A buried treasure such as the MOM archive needs to be marked somehow in order to be retrievable in the future.
If we could find something comparable today, we would apply our modern technologies: scan it, process it and translate it. The same find would have challenged the people of the 18th century or even of the mid-20th century.
Therefore a future society should find MOM only when it has a level of knowledge which is at least similar to our current state.
For that reason, the “marker” simultaneously needs to be discreet and obvious: Meaningless or irritating for those with insufficient knowledge but information-dense for someone with adequate comprehension and technologies.
Uncountable identic small tokens made of strong ceramic undertake this task. People participating in MOM receive one and, in turn, this “treasure map” for the archive gets distributed all over the planet.
By means of landmarks (coast lines, the physical shape of a lake in Hallstatt, distances between mountains) the exact position of the MOM archive is displayed.
In order to understand the purpose and decode the token a particular knowledge is required:
1) Understanding of active geological processes.
Coastlines will alter by a change of sea level; the shape of the lake (Hallstätter See) looks different after an ice age or it could disappear completely.
A society in the future which decides to begin the search for MOM, needs to be able to reconstruct a coastline according to a given sea level or the shape and position of the lake.
(We’ve been able to reconstruct pre-glacial landscapes since the late 1980’s)
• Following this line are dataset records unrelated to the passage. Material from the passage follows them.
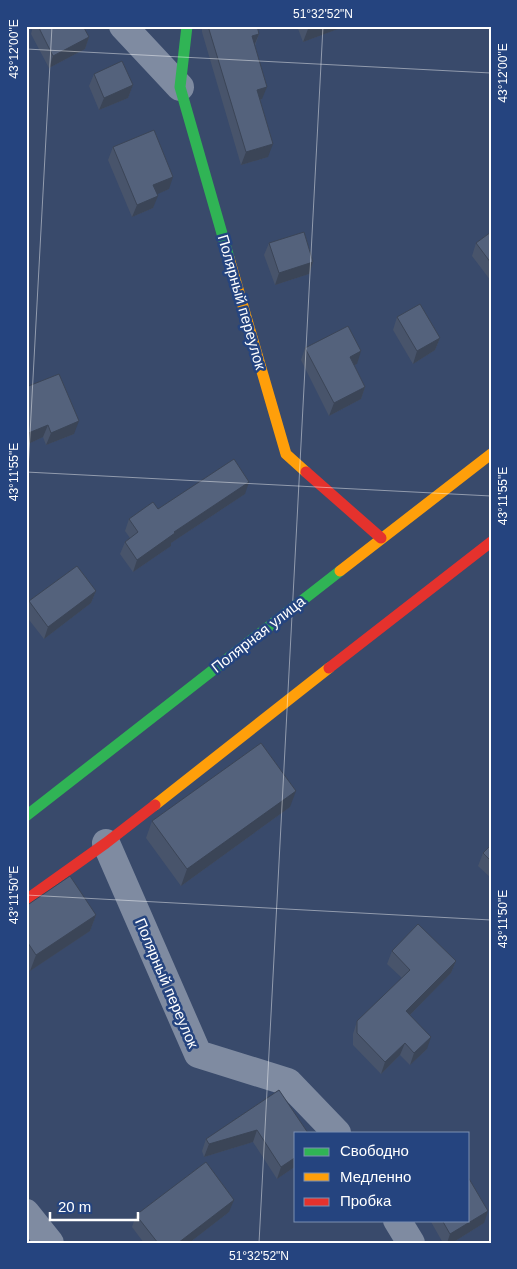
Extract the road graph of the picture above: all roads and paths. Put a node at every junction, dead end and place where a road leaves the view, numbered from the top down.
1 (123, 26) edge
2 (187, 26) edge
3 (180, 87) junction
4 (491, 454) edge
5 (381, 538) junction
6 (491, 542) edge
7 (26, 816) edge
8 (106, 843) junction
9 (26, 900) edge
10 (336, 1132) edge
11 (26, 1213) edge
12 (398, 1222) edge
13 (50, 1243) edge
14 (411, 1243) edge

1 - 3 street
2 - 3 street, Полярный переулок
3 - 5 street, Полярный переулок
4 - 5 street, Полярная улица
5 - 7 street, Полярная улица
6 - 8 street
8 - 9 street
8 - 10 street, Полярный переулок
11 - 13 street
12 - 14 street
2) A precisely-measured coordinate system
The two intersecting points of coast lines with longitude and altitude represent the coordinates of the entrance to the archive. Only a coordinate-grid measured by satellites is exact enough for these indications.
(in the 1970’s we started to measure the earth by satellites and since the 1990’s the accuracy has become sufficient enough.Before that the land-measuring by triangulation had a divergence of some 10 km between Hallstatt and the coast point in Norway)
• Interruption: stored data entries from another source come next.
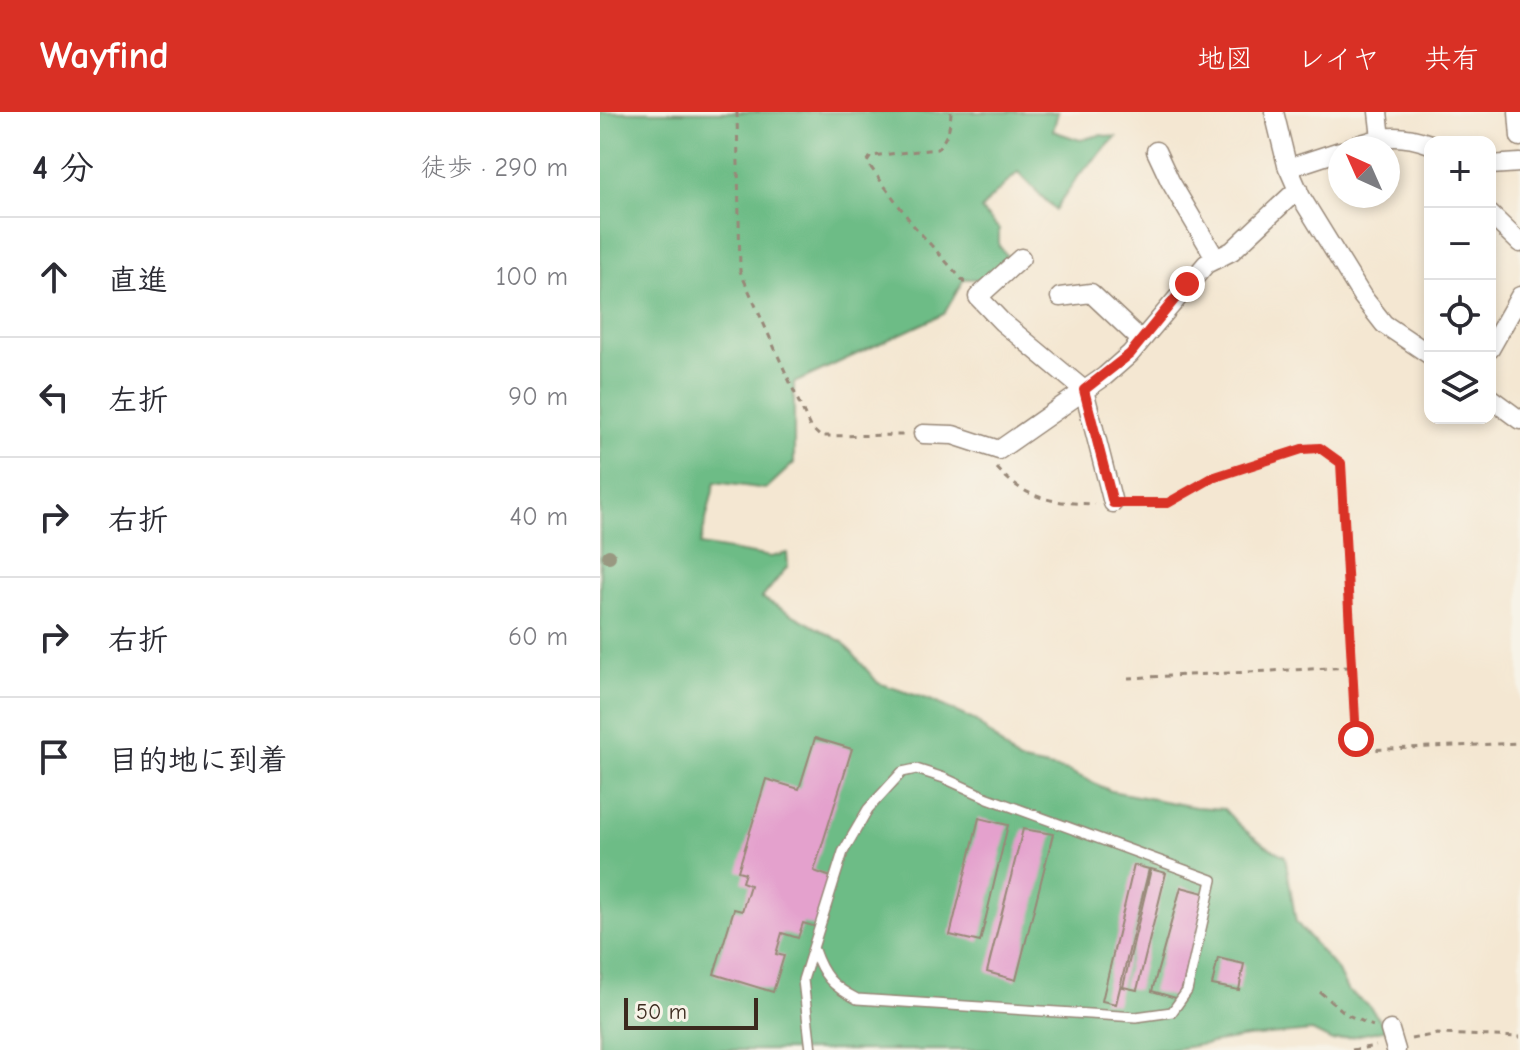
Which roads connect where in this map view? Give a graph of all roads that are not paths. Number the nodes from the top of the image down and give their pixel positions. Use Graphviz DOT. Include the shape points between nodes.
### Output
graph roads {
  1 [pos="1273,112"];
  2 [pos="1378,112"];
  3 [pos="1518,112"];
  4 [pos="1381,136"];
  5 [pos="1520,137"];
  6 [pos="1400,138"];
  7 [pos="1424,142"];
  8 [pos="1156,151"];
  9 [pos="1328,155"];
  10 [pos="1520,163"];
  11 [pos="1496,165"];
  12 [pos="1288,168"];
  13 [pos="1298,189"];
  14 [pos="1496,220"];
  15 [pos="1520,243"];
  16 [pos="1021,258"];
  17 [pos="1216,259"];
  18 [pos="1520,296"];
  19 [pos="1060,297"];
  20 [pos="1496,338"];
  21 [pos="1141,340"];
  22 [pos="1426,352"];
  23 [pos="1084,390"];
  24 [pos="1496,402"];
  25 [pos="1520,420"];
  26 [pos="923,434"];
  27 [pos="1113,503"];
  28 [pos="814,950"];
  29 [pos="811,1050"];
  1 -- 12 [label="street"];
  2 -- 4 [label="street"];
  3 -- 5 [label="street"];
  6 -- 7 [label="street"];
  8 -- 17 [label="street"];
  9 -- 12 [label="street"];
  10 -- 11 [label="street"];
  12 -- 13 [label="street"];
  13 -- 17 [label="street" via="1232,251"];
  13 -- 22 [label="street" via="1362,296 1384,324"];
  14 -- 15 [label="street"];
  16 -- 23 [label="street" via="978,297"];
  17 -- 21 [label="street"];
  18 -- 20 [label="street"];
  19 -- 21 [label="street" via="1091,293"];
  21 -- 23 [label="street"];
  23 -- 26 [label="street" via="999,450 953,435"];
  23 -- 27 [label="street"];
  24 -- 25 [label="street"];
  28 -- 28 [label="lane" via="843,852 858,825 902,772 916,769 1212,880 1187,991 1172,1012 1136,1017 857,999 834,987"];
  28 -- 29 [label="lane" via="803,980"];
}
3) Seismic devices which can detect the cubic form of the archive against the distinct properties of ceramic and the salt deposit.
4) Thermoluminescence needs to be known. This phenomenon facilitates to determine the age of silicate materials – or more precise: the time passed since the last heating over 600°C. This method is used by archaeologists and art-historians to figure out the age of ceramics.
The token is not only a treasure map but also a kind of clock (because it was fired at 1200°C to produce it). The age of the token will help future finders to reconstruct the coast-lines at a particular point in the past.
(thermoluminescence dating is known since the 1950’s)
There are several time capsule projects worldwide. They either denote a particular date to be opened again or the authors left it to chance whether they will be discovered at all.
In contrast to these time capsules the opening date of MOM is not pre-determined or depending upon an accidental discovery but it is strongly set by the design of the storage and the token.